We are fortunate to have a great group of moms and kiddos through Stroller Strides of Midtown Raleigh to explore local parks with and a trip Knightdale Station Park last fall is no exception. Knightdale Station Park is located at 810 North 1st Ave just outside 540 and south of US-64 business in Knightdale.
This park has a bit of everything – walking trails, large playground areas for kiddos under 2, ages 2-5 and ages 5-12, a dog park, and athletic fields. We spent most of our time exploring the various playground areas, where all boast a farming/barn theme. The playground area designed for ages 5-12 has a large play silo with a steep enclosed slide. A spiral staircase is enclosed in the play silo, so if you have adventurous younger children, make sure they use extra caution. Other than the play silo, this large playground has monkey bars, wide wheelchair-accessible ramps, smaller slides, and other climbing structures. The nearby tot playground for ages 2-5 is a train with tunnels, slides and climbing structures. It’s rather small for a tot playground, but the adjacent corral with bouncy horses and spinning cups provides some more activities for the young ones.
Ashley’s favorite play structure at this park was the play chicken coop designed for ages under 2. She loved throwing mulch down the egg shoot for her friend to catch at the bottom. This play area is covered and great for early walkers as kids can access it by a small ramp or short steps.
Scattered around the playground areas are benches, tot swings, regular swings, a large faux tire swing, mushroom stools, twirling structures, and sandbox with large tractor tire.

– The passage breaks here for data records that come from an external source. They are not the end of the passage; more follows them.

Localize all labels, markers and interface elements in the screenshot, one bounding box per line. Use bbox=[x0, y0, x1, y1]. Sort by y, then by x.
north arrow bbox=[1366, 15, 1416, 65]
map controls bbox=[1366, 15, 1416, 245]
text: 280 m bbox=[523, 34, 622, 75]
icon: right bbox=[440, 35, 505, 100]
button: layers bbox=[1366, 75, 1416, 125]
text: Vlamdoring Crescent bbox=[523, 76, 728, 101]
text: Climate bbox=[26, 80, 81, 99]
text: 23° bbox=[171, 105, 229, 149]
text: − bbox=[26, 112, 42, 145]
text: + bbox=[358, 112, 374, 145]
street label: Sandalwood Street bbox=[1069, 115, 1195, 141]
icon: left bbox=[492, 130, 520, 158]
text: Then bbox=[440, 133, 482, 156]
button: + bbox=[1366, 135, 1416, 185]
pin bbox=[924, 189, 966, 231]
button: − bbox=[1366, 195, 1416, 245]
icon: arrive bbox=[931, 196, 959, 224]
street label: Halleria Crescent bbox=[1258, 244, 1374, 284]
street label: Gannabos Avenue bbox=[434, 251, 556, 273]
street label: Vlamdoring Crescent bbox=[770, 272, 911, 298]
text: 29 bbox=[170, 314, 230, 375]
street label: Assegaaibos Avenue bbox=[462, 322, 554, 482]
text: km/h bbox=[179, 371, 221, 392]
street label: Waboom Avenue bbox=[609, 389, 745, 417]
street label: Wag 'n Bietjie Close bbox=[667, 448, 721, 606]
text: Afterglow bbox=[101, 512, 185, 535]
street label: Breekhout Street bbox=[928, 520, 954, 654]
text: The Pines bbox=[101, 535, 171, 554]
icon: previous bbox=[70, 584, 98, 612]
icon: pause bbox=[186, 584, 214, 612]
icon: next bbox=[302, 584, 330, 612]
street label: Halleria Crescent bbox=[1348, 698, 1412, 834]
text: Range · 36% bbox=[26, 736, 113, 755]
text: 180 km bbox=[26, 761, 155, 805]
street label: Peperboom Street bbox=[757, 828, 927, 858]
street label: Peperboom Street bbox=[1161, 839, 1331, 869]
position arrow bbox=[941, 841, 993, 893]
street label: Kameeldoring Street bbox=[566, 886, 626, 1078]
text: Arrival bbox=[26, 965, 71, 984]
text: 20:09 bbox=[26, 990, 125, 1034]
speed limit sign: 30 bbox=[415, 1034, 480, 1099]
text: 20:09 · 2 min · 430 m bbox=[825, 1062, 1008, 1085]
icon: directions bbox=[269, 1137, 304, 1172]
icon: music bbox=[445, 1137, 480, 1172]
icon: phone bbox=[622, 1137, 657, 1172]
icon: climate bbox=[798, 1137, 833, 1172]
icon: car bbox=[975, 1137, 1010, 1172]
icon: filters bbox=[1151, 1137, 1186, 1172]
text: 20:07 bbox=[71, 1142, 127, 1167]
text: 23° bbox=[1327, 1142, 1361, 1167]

The different playground areas are joined by concrete sidewalk paths and covered with shredded bark. A large pavilion with picnic tables and separate restroom building are also near the playground as is a walking/running trail. Finally this park also has several athletic fields and an off-leash dog park with separate small and large dog areas.
For more information about this park and future plans visit the Town of Knightdale website.
Thumbs up: unique farming themed play areas, all ages incorporated into play areas, walking trails adjacent to playground
Thumbs down: climbing enclosed staircase in silo is a bit scary for little ones, young landscaping yields little shade
On the first day of Christmas, we came across swings, rings, and other things! I’m talking about none other than Laurel Hills Park located at 3808 Edwards Mill Rd near Crabtree Valley Mall. With all the great features this park has, it’s also super easy to access regardless of where you’re coming from in the Triangle area. It’s also very close to Glen Eden Pilot Park and Crabtree Creek Trail on the greenway.
Laurel Hills is mostly known for the All Children’s Playground. This truly is a playground for kids of all ages, even being accessible for kids with disabilities. There is a large tot area with four tot swings, rings, monkey bars, tires for climbing through, and a slide. The tot area also has a slightly spongy surface, which is nice for the crawlers. Just a few feet from the tot area is the older kid playground, which is an enormous wooden, castle-like structure over a sandy surface. It has bridges, towers, tunnels, tires for crawling through, amazing places for hide and seek, slides, and monkey bars. There are 6 swings and the most impressive tire swing I’ve ever seen. Two girls were having the best time on the tire swing as their dad tried to keep up with their laughs and gasps by sending them higher with each swivel! The nearby pavilions, picnic tables, and benches are convenient for keeping a close eye on the young ones as they play.
There has been much talk over the past few years of reconstructing the playground (it’s 20 years old now) but funds have to be raised first. Visit Sassafras All Children’s Playground to learn more about the plans and how you can help.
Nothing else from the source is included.